→ **Exercise instructions**: Based on the entries below, how many lines contain the word "every"? Respond with only the number.

→ **Records for this exercise**:
⟨

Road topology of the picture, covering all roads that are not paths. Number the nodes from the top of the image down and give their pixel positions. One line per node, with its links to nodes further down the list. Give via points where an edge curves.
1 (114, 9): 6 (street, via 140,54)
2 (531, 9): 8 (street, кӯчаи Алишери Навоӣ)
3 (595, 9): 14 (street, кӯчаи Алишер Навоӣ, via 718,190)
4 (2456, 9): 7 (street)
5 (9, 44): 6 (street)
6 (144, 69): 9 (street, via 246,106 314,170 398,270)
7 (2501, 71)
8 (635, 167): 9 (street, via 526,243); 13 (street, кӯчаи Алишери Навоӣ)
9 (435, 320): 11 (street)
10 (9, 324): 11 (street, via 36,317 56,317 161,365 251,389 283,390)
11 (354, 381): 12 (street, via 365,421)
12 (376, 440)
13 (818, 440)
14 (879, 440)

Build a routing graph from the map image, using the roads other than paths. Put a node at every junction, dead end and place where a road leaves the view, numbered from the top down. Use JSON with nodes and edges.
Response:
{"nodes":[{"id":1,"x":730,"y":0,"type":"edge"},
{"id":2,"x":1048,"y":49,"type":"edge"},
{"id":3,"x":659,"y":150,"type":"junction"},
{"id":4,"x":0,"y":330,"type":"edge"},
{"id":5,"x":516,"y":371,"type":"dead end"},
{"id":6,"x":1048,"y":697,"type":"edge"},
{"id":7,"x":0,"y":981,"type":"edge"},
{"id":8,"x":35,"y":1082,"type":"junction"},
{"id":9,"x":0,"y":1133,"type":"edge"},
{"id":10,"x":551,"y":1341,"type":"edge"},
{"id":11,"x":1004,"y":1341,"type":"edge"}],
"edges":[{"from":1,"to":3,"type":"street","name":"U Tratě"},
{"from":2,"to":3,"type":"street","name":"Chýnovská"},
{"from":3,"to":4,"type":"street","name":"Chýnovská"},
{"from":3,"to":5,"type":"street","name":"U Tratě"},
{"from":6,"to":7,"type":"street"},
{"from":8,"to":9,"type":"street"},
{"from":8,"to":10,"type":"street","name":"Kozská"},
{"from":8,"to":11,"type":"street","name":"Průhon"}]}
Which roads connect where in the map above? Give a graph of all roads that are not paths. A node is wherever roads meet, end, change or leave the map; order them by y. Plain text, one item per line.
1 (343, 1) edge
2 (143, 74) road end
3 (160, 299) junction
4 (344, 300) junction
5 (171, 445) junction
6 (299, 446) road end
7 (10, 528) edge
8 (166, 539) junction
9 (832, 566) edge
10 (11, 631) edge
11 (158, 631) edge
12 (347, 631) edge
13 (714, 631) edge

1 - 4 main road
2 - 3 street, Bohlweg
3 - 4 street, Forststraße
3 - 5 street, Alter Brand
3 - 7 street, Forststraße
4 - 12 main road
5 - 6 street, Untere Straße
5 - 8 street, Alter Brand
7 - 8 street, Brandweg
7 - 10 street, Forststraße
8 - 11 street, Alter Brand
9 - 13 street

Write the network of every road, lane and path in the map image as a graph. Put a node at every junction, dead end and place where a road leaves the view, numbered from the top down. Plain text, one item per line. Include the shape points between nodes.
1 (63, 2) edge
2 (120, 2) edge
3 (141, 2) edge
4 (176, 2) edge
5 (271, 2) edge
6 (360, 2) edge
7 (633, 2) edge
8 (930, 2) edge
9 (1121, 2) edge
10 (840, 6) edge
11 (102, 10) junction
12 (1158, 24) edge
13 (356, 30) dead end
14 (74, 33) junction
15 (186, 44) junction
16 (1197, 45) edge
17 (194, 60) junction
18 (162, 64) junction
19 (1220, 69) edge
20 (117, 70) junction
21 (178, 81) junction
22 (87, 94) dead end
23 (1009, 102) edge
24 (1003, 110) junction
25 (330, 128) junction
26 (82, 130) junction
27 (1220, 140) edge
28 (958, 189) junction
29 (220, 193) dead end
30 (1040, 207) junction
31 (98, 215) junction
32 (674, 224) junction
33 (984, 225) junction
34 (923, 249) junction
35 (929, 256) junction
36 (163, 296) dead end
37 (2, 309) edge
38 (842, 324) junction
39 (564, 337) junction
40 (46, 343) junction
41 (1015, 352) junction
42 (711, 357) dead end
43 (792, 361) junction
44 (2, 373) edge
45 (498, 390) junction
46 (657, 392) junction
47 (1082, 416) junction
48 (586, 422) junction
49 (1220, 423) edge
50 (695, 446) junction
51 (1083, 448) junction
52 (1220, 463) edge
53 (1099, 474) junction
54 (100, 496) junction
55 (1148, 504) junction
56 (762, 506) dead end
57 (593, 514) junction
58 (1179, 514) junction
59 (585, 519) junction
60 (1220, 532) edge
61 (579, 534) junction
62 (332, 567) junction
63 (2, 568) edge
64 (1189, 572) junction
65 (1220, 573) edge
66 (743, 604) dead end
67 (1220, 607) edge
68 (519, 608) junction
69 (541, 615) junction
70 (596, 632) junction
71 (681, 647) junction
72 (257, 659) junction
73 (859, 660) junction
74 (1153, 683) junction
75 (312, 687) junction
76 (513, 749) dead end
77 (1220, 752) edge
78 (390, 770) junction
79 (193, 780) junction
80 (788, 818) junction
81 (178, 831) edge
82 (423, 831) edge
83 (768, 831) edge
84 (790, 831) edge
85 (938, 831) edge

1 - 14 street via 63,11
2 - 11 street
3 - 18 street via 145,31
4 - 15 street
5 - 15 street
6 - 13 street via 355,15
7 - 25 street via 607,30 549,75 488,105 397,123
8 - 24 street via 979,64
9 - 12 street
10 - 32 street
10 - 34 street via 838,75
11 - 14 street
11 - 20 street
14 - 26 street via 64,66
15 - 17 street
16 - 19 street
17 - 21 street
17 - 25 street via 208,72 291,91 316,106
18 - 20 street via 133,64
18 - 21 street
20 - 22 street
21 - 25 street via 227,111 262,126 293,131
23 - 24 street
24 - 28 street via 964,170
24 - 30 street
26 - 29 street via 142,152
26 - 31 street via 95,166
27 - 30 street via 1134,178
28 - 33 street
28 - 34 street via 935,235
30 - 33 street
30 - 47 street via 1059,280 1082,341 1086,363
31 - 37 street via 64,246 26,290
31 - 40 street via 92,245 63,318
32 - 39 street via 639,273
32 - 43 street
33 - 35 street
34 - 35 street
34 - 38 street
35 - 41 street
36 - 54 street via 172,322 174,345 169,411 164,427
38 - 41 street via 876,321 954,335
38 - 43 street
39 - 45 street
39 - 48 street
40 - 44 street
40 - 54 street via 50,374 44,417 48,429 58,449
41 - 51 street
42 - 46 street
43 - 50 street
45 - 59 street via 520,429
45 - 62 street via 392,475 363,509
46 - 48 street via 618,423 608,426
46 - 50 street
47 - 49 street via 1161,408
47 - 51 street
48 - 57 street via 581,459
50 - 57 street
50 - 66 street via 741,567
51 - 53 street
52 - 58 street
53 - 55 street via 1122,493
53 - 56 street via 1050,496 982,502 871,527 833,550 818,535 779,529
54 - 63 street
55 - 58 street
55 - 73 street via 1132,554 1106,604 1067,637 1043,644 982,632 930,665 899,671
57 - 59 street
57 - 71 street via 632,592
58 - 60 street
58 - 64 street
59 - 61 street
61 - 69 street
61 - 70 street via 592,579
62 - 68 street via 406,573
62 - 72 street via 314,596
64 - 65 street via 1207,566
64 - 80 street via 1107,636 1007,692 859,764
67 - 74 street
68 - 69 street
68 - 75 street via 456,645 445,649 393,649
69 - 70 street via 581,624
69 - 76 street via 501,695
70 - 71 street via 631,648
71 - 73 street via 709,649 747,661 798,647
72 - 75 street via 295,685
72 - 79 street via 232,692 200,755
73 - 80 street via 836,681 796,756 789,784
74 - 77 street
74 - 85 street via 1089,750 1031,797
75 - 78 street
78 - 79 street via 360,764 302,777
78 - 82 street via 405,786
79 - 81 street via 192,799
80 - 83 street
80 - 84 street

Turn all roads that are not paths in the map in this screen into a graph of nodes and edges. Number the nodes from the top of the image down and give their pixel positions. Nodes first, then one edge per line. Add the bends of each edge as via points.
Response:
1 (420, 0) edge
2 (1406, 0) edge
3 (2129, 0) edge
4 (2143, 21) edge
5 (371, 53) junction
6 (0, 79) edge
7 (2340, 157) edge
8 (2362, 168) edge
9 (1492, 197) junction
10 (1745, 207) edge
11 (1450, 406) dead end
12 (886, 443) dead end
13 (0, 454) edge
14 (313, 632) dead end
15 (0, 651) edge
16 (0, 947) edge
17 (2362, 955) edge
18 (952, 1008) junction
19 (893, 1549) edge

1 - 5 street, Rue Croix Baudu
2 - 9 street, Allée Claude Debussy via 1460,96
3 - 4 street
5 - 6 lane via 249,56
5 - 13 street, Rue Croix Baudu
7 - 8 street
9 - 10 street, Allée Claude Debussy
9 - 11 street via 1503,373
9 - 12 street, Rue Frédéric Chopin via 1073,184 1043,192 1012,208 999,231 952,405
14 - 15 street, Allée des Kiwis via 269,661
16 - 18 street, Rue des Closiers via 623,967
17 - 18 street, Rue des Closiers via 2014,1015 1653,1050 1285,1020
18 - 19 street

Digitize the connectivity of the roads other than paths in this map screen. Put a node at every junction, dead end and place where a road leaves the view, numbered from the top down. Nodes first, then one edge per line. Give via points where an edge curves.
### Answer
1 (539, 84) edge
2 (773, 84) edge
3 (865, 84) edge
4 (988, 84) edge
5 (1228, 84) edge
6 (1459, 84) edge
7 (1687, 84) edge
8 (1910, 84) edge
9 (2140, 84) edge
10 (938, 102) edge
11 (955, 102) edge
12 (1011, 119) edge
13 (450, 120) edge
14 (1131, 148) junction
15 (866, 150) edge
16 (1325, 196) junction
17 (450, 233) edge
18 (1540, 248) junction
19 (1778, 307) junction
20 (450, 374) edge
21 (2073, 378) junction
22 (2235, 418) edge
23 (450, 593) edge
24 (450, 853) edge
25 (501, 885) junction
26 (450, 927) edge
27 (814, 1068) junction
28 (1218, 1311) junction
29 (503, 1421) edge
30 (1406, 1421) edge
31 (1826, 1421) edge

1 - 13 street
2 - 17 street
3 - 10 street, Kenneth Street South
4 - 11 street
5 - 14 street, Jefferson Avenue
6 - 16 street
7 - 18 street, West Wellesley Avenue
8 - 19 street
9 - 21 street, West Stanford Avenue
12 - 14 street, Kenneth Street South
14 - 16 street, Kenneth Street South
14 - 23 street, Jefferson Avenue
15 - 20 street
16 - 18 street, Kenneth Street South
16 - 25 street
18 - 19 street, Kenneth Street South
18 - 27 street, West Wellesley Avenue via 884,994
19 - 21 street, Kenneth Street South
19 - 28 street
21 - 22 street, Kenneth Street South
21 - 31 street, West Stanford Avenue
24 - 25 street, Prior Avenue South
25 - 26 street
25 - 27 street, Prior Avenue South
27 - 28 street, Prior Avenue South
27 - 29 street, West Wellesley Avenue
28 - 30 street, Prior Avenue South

⟩

→ **Result**: 3